A growing literature, in the West and internationally, explores the idea that water has an economic value in all its competing uses and should be recognized as an economic good. The idea is simple: water has a value to users, who are willing to pay for it. Like any other good, consumers will continue to use water as long as the benefits from use of an additional gallon exceed the costs. Consistent conclusions from research conducted in this area suggest the value of water for many low-value crops is very low; for household use it is very high. In Arizona and many other places, the cost of water, however, is calculated as a “use” cost; for irrigation, typically a historic use cost based on paying the debt incurred in constructing the irrigation system and for municipal consumers, an average cost. Rarely is the opportunity cost of water considered, which reflects the “value of water in its best practical alternative.” In an era of water scarcity, consideration of different market-based approaches to water allocation and management is in order.
Current efforts to consider water an economic good include land-fallowing contracts with acreage along the Colorado River, where farmers are paid during water shortage conditions not to irrigate their lands for short periods of time, allowing the water to be used for a higher valued purpose, such as municipal and industrial use. The federal government has been a proponent of these kinds of agreements and they serve as a model for how high value municipal uses can obtain temporary water supplies. Other market mechanisms in use or under consideration include an auction or bidding process. The Town of Prescott Valley “auctioned” some of its reclaimed wastewater to be recharged underground for development purposes, allowing home construction under the AMA’s assured water supply program when it might not have been allowed otherwise. The CAP’s ADD Water process initially envisioned a bidding mechanism for the pricing of new sources of supply that included an opportunity cost-like provision, but this idea has been removed from consideration, at least for now.

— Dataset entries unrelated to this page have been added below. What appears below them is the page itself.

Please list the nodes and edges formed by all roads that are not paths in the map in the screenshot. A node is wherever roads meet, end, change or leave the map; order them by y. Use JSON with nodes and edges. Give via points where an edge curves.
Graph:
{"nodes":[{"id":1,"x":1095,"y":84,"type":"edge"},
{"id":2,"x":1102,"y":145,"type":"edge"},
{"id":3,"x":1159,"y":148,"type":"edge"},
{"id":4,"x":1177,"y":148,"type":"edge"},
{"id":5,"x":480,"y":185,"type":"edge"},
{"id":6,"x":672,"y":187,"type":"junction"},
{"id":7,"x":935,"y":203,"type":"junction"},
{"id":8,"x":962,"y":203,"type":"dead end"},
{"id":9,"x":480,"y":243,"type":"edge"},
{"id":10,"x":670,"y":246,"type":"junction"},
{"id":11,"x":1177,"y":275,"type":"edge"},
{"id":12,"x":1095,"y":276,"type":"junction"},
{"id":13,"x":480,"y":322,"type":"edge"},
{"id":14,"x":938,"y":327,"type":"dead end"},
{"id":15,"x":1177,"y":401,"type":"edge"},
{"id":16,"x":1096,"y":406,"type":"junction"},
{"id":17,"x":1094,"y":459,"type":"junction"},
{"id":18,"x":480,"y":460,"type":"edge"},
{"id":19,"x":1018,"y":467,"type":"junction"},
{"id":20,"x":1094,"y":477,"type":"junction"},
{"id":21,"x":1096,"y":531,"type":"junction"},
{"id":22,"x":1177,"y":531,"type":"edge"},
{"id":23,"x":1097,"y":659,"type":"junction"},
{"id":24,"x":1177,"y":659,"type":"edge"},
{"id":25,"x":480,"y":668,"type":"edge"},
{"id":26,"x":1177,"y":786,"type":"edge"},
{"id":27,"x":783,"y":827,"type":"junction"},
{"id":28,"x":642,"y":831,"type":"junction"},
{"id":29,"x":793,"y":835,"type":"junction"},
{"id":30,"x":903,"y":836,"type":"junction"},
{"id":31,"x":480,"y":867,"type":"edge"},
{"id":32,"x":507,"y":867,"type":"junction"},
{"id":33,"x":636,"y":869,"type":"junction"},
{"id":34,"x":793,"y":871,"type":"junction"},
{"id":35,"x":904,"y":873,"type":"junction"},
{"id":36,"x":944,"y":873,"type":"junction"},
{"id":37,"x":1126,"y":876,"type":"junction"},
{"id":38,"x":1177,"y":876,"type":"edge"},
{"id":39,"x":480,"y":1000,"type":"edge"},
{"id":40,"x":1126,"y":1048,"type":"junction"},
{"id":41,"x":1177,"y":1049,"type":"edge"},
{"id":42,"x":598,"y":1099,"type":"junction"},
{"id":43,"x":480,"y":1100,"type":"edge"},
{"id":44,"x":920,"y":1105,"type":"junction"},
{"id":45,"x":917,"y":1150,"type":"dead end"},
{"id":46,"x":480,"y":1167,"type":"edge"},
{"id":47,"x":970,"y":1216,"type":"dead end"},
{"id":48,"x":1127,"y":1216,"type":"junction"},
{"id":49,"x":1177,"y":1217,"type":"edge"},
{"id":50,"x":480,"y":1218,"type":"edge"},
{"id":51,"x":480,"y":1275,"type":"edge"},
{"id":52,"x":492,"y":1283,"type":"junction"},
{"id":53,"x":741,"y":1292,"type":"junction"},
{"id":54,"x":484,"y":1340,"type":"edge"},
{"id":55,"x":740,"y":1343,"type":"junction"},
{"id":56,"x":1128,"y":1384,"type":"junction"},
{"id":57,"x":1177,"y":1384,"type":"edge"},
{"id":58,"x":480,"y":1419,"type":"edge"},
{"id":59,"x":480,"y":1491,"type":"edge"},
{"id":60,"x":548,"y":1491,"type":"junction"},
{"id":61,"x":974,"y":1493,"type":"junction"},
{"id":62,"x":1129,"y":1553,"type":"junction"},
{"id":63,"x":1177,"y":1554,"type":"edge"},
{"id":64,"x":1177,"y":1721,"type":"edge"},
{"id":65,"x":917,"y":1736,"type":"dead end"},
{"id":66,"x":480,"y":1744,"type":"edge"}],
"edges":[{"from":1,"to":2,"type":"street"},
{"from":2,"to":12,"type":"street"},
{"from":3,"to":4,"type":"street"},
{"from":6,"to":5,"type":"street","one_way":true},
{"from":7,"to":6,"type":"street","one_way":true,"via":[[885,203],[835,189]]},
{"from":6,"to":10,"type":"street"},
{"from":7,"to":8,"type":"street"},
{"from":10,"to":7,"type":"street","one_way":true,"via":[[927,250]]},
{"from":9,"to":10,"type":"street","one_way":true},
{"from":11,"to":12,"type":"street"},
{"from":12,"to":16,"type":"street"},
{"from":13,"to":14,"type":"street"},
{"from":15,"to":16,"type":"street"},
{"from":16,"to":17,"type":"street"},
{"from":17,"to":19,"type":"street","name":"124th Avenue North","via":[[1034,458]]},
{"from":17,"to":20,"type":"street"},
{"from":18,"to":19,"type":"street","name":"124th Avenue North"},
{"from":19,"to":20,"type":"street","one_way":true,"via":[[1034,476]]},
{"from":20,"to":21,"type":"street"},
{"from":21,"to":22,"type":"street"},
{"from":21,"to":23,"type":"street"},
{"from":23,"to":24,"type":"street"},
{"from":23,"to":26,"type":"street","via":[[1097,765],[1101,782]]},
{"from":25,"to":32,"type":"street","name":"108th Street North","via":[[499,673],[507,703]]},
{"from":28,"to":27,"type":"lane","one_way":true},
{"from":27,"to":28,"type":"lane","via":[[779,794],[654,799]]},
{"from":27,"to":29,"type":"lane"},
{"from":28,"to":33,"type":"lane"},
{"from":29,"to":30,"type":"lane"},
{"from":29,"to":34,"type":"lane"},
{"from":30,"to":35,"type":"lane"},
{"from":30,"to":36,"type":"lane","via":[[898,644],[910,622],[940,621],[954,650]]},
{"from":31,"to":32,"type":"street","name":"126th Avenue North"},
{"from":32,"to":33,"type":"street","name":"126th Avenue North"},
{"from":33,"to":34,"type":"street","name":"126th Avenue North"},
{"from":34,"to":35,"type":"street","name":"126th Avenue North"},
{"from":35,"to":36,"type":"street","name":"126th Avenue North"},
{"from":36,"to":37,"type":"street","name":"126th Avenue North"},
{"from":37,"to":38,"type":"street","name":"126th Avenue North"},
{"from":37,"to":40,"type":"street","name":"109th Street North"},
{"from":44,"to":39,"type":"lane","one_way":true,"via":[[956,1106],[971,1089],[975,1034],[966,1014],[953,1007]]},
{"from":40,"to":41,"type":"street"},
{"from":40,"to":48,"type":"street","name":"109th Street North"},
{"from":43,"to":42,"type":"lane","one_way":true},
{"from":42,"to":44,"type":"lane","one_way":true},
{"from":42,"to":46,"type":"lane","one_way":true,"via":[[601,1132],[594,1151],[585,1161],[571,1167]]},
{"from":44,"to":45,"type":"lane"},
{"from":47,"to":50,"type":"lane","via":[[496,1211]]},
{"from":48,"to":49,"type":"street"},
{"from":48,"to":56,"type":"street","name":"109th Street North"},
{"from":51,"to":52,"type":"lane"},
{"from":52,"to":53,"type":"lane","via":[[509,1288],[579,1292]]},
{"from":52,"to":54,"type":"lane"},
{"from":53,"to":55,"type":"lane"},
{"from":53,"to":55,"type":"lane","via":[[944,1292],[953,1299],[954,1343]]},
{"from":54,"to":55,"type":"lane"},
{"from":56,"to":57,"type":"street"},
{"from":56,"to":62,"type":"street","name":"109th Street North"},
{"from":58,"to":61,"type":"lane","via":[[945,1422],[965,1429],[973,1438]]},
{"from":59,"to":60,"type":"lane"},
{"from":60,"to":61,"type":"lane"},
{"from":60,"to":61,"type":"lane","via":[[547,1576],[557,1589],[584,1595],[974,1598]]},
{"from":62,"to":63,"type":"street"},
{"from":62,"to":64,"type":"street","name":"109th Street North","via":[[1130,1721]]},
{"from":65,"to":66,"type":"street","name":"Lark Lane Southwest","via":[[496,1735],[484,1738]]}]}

Arizona will need to find other, creative ways to transition from a water economy that subsidizes low-value uses to one that allows for market mechanisms to define both the value and cost of water. As well, reconsideration of arcane allocation mechanisms that privilege historic uses while disallowing change for environmental flows and riparian restoration is in order. As water users explore the varying sources of “new” water to augment existing supplies, consideration of water as an economic good will surely need to enter the discussion.
- SUGGESTED LEGISLATIVE INITIATIVE: Arizona Needs Innovative, Market-Based Approaches to Water Allocation and Management. The Legislature should create a Commission to investigate market-based approaches to water allocation and management within Arizona and make recommendations concerning any needed changes to Arizona law to enable their implementation in a fair and equitable manner.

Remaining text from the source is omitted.